Chef d'oeuvre absolu ! Une incroyable plongée dans la terreur. L'un des plus beaux monstres de l'histoire du cinéma et une révélation : Sigourney Weaver.
Horreur.net - Critique de Alien, le huitieme passager (1979)
Critique de Gillou
L'histoire Le vaisseau spatial Nostromo fait route vers la Terre avec son chargement de minerai ramené d’une lointaine planète. Son équipage est plongé dans un sommeil cryogénique, le voyage étant extrêmement long. Mais les sept passagers sont sortis de leur sommeil par Maman, l’ordinateur du vaisseau. Un signal lancé depuis une planète proche a été capté, le règlement de la compagnie minière contraint l’équipage à découvrir son origine. Le capitaine du Nostromo, Dallas, accompagné de Parker et Kane découvrent l’épave d’un vaisseau spatial. A l’intérieur le cadavre d’un extra-terrestre et une salle remplie de ce qui ressemble à des œufs. Kane est attaqué par un organisme inconnu puis ramené au vaisseau. C’est alors que l’horreur commence.
Premier film de la saga mythique, Alien s’est imposé d’entrée comme un monument du cinéma de terreur. Plus de vingt ans après sa réalisation il n’a pas pris une ride et provoque toujours autant de frissons. Pourtant le scénario est très simple.

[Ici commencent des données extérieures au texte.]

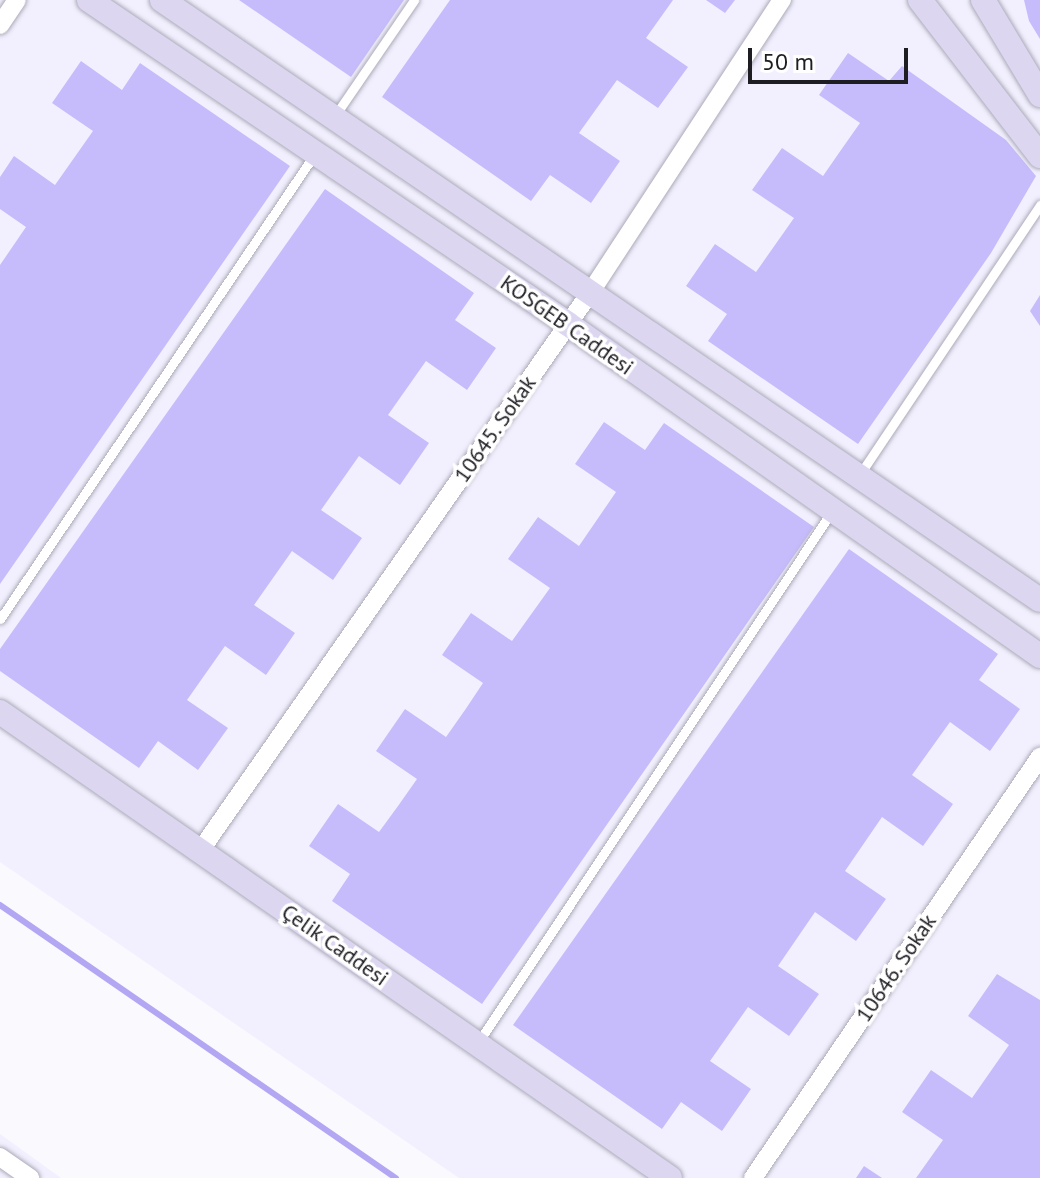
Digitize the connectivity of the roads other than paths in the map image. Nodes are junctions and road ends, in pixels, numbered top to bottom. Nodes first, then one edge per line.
1 (17, 0) edge
2 (89, 0) edge
3 (162, 0) edge
4 (414, 0) edge
5 (782, 0) edge
6 (920, 0) edge
7 (983, 0) edge
8 (0, 25) edge
9 (1040, 95) edge
10 (334, 117) junction
11 (315, 154) junction
12 (1040, 156) edge
13 (1040, 205) edge
14 (592, 290) junction
15 (568, 324) junction
16 (860, 474) junction
17 (832, 511) junction
18 (1040, 600) edge
19 (0, 619) edge
20 (1040, 656) edge
21 (0, 712) edge
22 (1040, 757) edge
23 (200, 851) junction
24 (477, 1044) junction
25 (0, 1157) edge
26 (19, 1175) edge
27 (670, 1178) edge
28 (753, 1178) edge

1 - 8 street
2 - 11 main road, KOSGEB Caddesi
3 - 10 main road, KOSGEB Caddesi
4 - 10 lane
5 - 14 street, 10645. Sokak
6 - 12 main road
7 - 9 main road
10 - 14 main road, KOSGEB Caddesi
11 - 15 main road, KOSGEB Caddesi
11 - 19 lane
13 - 16 lane
14 - 15 street, 10645. Sokak
14 - 16 main road, KOSGEB Caddesi
15 - 17 main road, KOSGEB Caddesi
15 - 23 street, 10645. Sokak
16 - 18 main road, KOSGEB Caddesi
17 - 20 main road, KOSGEB Caddesi
17 - 24 lane
21 - 23 main road, Çelik Caddesi
22 - 28 street, 10646. Sokak
23 - 24 main road, Çelik Caddesi
24 - 27 main road, Çelik Caddesi
25 - 26 street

C’est paradoxalement cette simplicité qui permet à Scott d’imposer sa vision froide et mécanique, à l’instar de Kubrick sur 2001, L’Odyssée de l’Espace, référence dont Scott ne s’est jamais caché.

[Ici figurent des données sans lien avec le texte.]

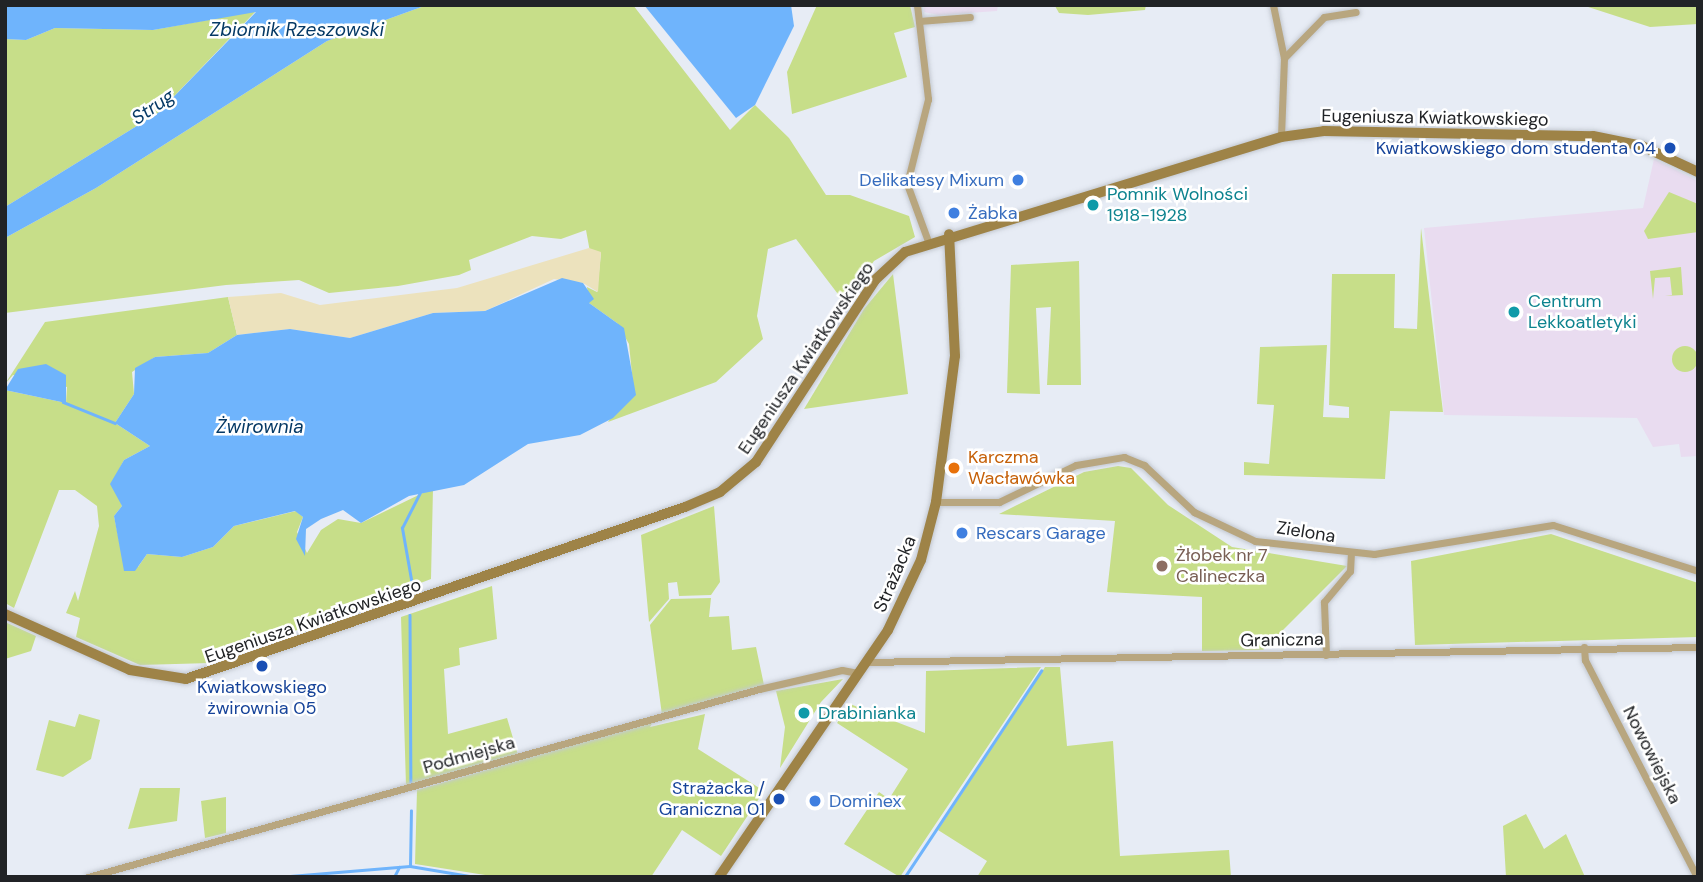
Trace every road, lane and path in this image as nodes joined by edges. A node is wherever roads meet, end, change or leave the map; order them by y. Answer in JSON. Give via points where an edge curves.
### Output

Ceci dit Alien se démarque de son illustre prédécesseur par un visuel et des personnages très différents. Le Nostromo est un vaisseau sale et rustique où les affaires traînent un peu partout. Scott choisit de nous montrer les sept membres d’équipage avec une certaine distance. Ce ne sont pas des héros, juste des pilotes, mécaniciens et navigateurs pas forcément très sympathiques et qui n’ont qu’une préoccupation : toucher leur paye à leur retour. On est très loin de l’univers de Star Trek ! Et si au début les discussions entre les protagonistes font sourire, c’est pour mieux contraster avec ce qui va suivre.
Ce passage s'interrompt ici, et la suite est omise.